-- TASK BRIEF --
The lines to transcribe run from the top of the material below to the line with "static void draw(void)", inclusive. Leave the pictures behind.

"""

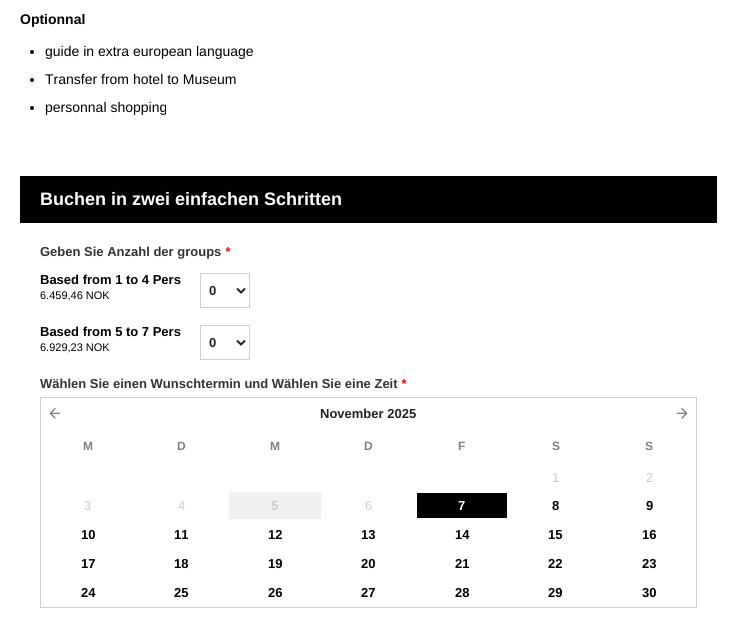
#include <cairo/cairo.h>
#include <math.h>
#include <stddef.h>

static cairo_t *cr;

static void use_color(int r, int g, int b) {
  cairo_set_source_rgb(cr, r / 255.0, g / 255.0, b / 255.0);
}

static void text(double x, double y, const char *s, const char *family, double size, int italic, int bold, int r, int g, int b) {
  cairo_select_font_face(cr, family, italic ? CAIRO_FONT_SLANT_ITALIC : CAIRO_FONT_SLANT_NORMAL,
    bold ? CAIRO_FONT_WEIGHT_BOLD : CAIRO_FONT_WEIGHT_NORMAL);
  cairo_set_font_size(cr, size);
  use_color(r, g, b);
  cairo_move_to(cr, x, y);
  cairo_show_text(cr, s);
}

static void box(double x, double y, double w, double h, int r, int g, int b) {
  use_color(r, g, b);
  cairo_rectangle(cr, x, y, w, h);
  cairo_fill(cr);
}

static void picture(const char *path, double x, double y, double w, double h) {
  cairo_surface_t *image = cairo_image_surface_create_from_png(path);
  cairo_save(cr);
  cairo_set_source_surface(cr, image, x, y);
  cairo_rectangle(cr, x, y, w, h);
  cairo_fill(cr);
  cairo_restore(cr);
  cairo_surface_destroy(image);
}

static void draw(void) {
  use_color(255, 255, 255);
  cairo_paint(cr);
  use_color(0, 0, 0);
  cairo_arc(cr, 32, 52, 2, 0, 2 * M_PI);
  cairo_fill(cr);
  cairo_arc(cr, 32, 80, 2, 0, 2 * M_PI);
  cairo_fill(cr);
  cairo_arc(cr, 32, 108, 2, 0, 2 * M_PI);
  cairo_fill(cr);
  box(20, 176, 697, 47, 0, 0, 0);
  cairo_rectangle(cr, 200.5, 273.5, 49, 34);
  use_color(204, 209, 202);
  cairo_set_line_width(cr, 1);
  cairo_stroke(cr);
  cairo_new_path(cr);
  cairo_move_to(cr, 237, 288.5);
  cairo_line_to(cr, 241, 292.5);
  cairo_line_to(cr, 245, 288.5);
  use_color(34, 34, 34);
  cairo_set_line_width(cr, 2);
  cairo_stroke(cr);
  cairo_rectangle(cr, 200.5, 325.5, 49, 34);
  use_color(204, 209, 202);
  cairo_set_line_width(cr, 1);
  cairo_stroke(cr);
  cairo_new_path(cr);
  cairo_move_to(cr, 237, 340.5);
  cairo_line_to(cr, 241, 344.5);
  cairo_line_to(cr, 245, 340.5);
  use_color(34, 34, 34);
  cairo_set_line_width(cr, 2);
  cairo_stroke(cr);
  cairo_rectangle(cr, 40.5, 397.5, 656, 210);
  use_color(204, 209, 202);
  cairo_set_line_width(cr, 1);
  cairo_stroke(cr);
  picture("img_01.png", 49, 408, 12, 11);
  picture("img_02.png", 676, 408, 12, 11);
  box(229, 492, 92, 27, 240, 240, 240);
  box(417, 493, 90, 25, 0, 0, 0);
  text(20, 24, "Optionnal", "Liberation Sans", 14, 0, 1, 0, 0, 0);
  text(45, 56, "guide in extra european language", "Liberation Sans", 14, 0, 0, 0, 0, 0);
  text(45, 84, "Transfer from hotel to Museum", "Liberation Sans", 14, 0, 0, 0, 0, 0);
  text(45, 112, "personnal shopping", "Liberation Sans", 14, 0, 0, 0, 0, 0);
  text(40, 205, "Buchen in zwei einfachen Schritten", "Liberation Sans", 18, 0, 1, 255, 255, 255);
  text(40, 256, "Geben Sie Anzahl der groups", "Liberation Sans", 13, 0, 1, 51, 51, 51);
  text(225, 256, "*", "Liberation Sans", 13, 1, 1, 255, 0, 0);
  text(40, 284, "Based from 1 to 4 Pers", "Liberation Sans", 13, 0, 1, 0, 0, 0);
  text(40, 299, "6.459,46 NOK", "Liberation Sans", 11, 0, 0, 0, 0, 0);
  text(209, 295, "0", "Liberation Sans", 13, 0, 1, 34, 34, 34);
  text(40, 336, "Based from 5 to 7 Pers", "Liberation Sans", 13, 0, 1, 0, 0, 0);
  text(40, 351, "6.929,23 NOK", "Liberation Sans", 11, 0, 0, 0, 0, 0);
  text(209, 347, "0", "Liberation Sans", 13, 0, 1, 34, 34, 34);
  text(40, 388, "Wählen Sie einen Wunschtermin und Wählen Sie eine Zeit", "Liberation Sans", 13, 0, 1, 51, 51, 51);
  text(401, 388, "*", "Liberation Sans", 13, 1, 1, 255, 0, 0);
  text(320, 418, "November 2025", "Liberation Sans", 13, 0, 1, 34, 34, 34);
  text(83, 450, "M", "Liberation Sans", 12, 0, 1, 128, 128, 128);
  text(177, 450, "D", "Liberation Sans", 12, 0, 1, 128, 128, 128);
  text(270, 450, "M", "Liberation Sans", 12, 0, 1, 128, 128, 128);
  text(364, 450, "D", "Liberation Sans", 12, 0, 1, 128, 128, 128);
  text(458, 450, "F", "Liberation Sans", 12, 0, 1, 128, 128, 128);
  text(552, 450, "S", "Liberation Sans", 12, 0, 1, 128, 128, 128);
  text(645, 450, "S", "Liberation Sans", 12, 0, 1, 128, 128, 128);
  text(552, 482, "1", "Liberation Sans", 13, 0, 0, 204, 204, 204);
  text(646, 482, "2", "Liberation Sans", 13, 0, 0, 204, 204, 204);
  text(84, 510, "3", "Liberation Sans", 13, 0, 0, 204, 204, 204);
  text(178, 510, "4", "Liberation Sans", 13, 0, 0, 204, 204, 204);
  text(271, 510, "5", "Liberation Sans", 13, 0, 1, 204, 204, 204);
  text(365, 510, "6", "Liberation Sans", 13, 0, 0, 204, 204, 204);
  text(458, 510, "7", "Liberation Sans", 13, 0, 1, 255, 255, 255);
  text(552, 510, "8", "Liberation Sans", 13, 0, 1, 0, 0, 0);
  text(646, 510, "9", "Liberation Sans", 13, 0, 1, 0, 0, 0);
  text(81, 539, "10", "Liberation Sans", 13, 0, 1, 0, 0, 0);
  text(174, 539, "11", "Liberation Sans", 13, 0, 1, 0, 0, 0);
  text(268, 539, "12", "Liberation Sans", 13, 0, 1, 0, 0, 0);
  text(361, 539, "13", "Liberation Sans", 13, 0, 1, 0, 0, 0);
  text(455, 539, "14", "Liberation Sans", 13, 0, 1, 0, 0, 0);
  text(548, 539, "15", "Liberation Sans", 13, 0, 1, 0, 0, 0);
  text(642, 539, "16", "Liberation Sans", 13, 0, 1, 0, 0, 0);
  text(81, 568, "17", "Liberation Sans", 13, 0, 1, 0, 0, 0);
  text(174, 568, "18", "Liberation Sans", 13, 0, 1, 0, 0, 0);
  text(268, 568, "19", "Liberation Sans", 13, 0, 1, 0, 0, 0);
  text(361, 568, "20", "Liberation Sans", 13, 0, 1, 0, 0, 0);
  text(455, 568, "21", "Liberation Sans", 13, 0, 1, 0, 0, 0);
  text(548, 568, "22", "Liberation Sans", 13, 0, 1, 0, 0, 0);
  text(642, 568, "23", "Liberation Sans", 13, 0, 1, 0, 0, 0);
  text(81, 597, "24", "Liberation Sans", 13, 0, 1, 0, 0, 0);
  text(174, 597, "25", "Liberation Sans", 13, 0, 1, 0, 0, 0);
  text(268, 597, "26", "Liberation Sans", 13, 0, 1, 0, 0, 0);
  text(361, 597, "27", "Liberation Sans", 13, 0, 1, 0, 0, 0);
  text(455, 597, "28", "Liberation Sans", 13, 0, 1, 0, 0, 0);
  text(548, 597, "29", "Liberation Sans", 13, 0, 1, 0, 0, 0);
  text(642, 597, "30", "Liberation Sans", 13, 0, 1, 0, 0, 0);
}

int main(void) {
  cairo_surface_t *surface = cairo_image_surface_create(CAIRO_FORMAT_RGB24, 737, 618);
  cr = cairo_create(surface);
  cairo_font_options_t *options = cairo_font_options_create();
  cairo_font_options_set_hint_metrics(options, CAIRO_HINT_METRICS_OFF);
  cairo_font_options_set_hint_style(options, CAIRO_HINT_STYLE_NONE);
  cairo_set_font_options(cr, options);
  cairo_set_miter_limit(cr, 4);
  draw();
  cairo_surface_write_to_png(surface, "out.png");
  cairo_font_options_destroy(options);
  cairo_destroy(cr);
  cairo_surface_destroy(surface);
  return 0;
}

"""

-- ANSWER TO THE EXERCISE --
#include <cairo/cairo.h>
#include <math.h>
#include <stddef.h>

static cairo_t *cr;

static void use_color(int r, int g, int b) {
  cairo_set_source_rgb(cr, r / 255.0, g / 255.0, b / 255.0);
}

static void text(double x, double y, const char *s, const char *family, double size, int italic, int bold, int r, int g, int b) {
  cairo_select_font_face(cr, family, italic ? CAIRO_FONT_SLANT_ITALIC : CAIRO_FONT_SLANT_NORMAL,
    bold ? CAIRO_FONT_WEIGHT_BOLD : CAIRO_FONT_WEIGHT_NORMAL);
  cairo_set_font_size(cr, size);
  use_color(r, g, b);
  cairo_move_to(cr, x, y);
  cairo_show_text(cr, s);
}

static void box(double x, double y, double w, double h, int r, int g, int b) {
  use_color(r, g, b);
  cairo_rectangle(cr, x, y, w, h);
  cairo_fill(cr);
}

static void picture(const char *path, double x, double y, double w, double h) {
  cairo_surface_t *image = cairo_image_surface_create_from_png(path);
  cairo_save(cr);
  cairo_set_source_surface(cr, image, x, y);
  cairo_rectangle(cr, x, y, w, h);
  cairo_fill(cr);
  cairo_restore(cr);
  cairo_surface_destroy(image);
}

static void draw(void) {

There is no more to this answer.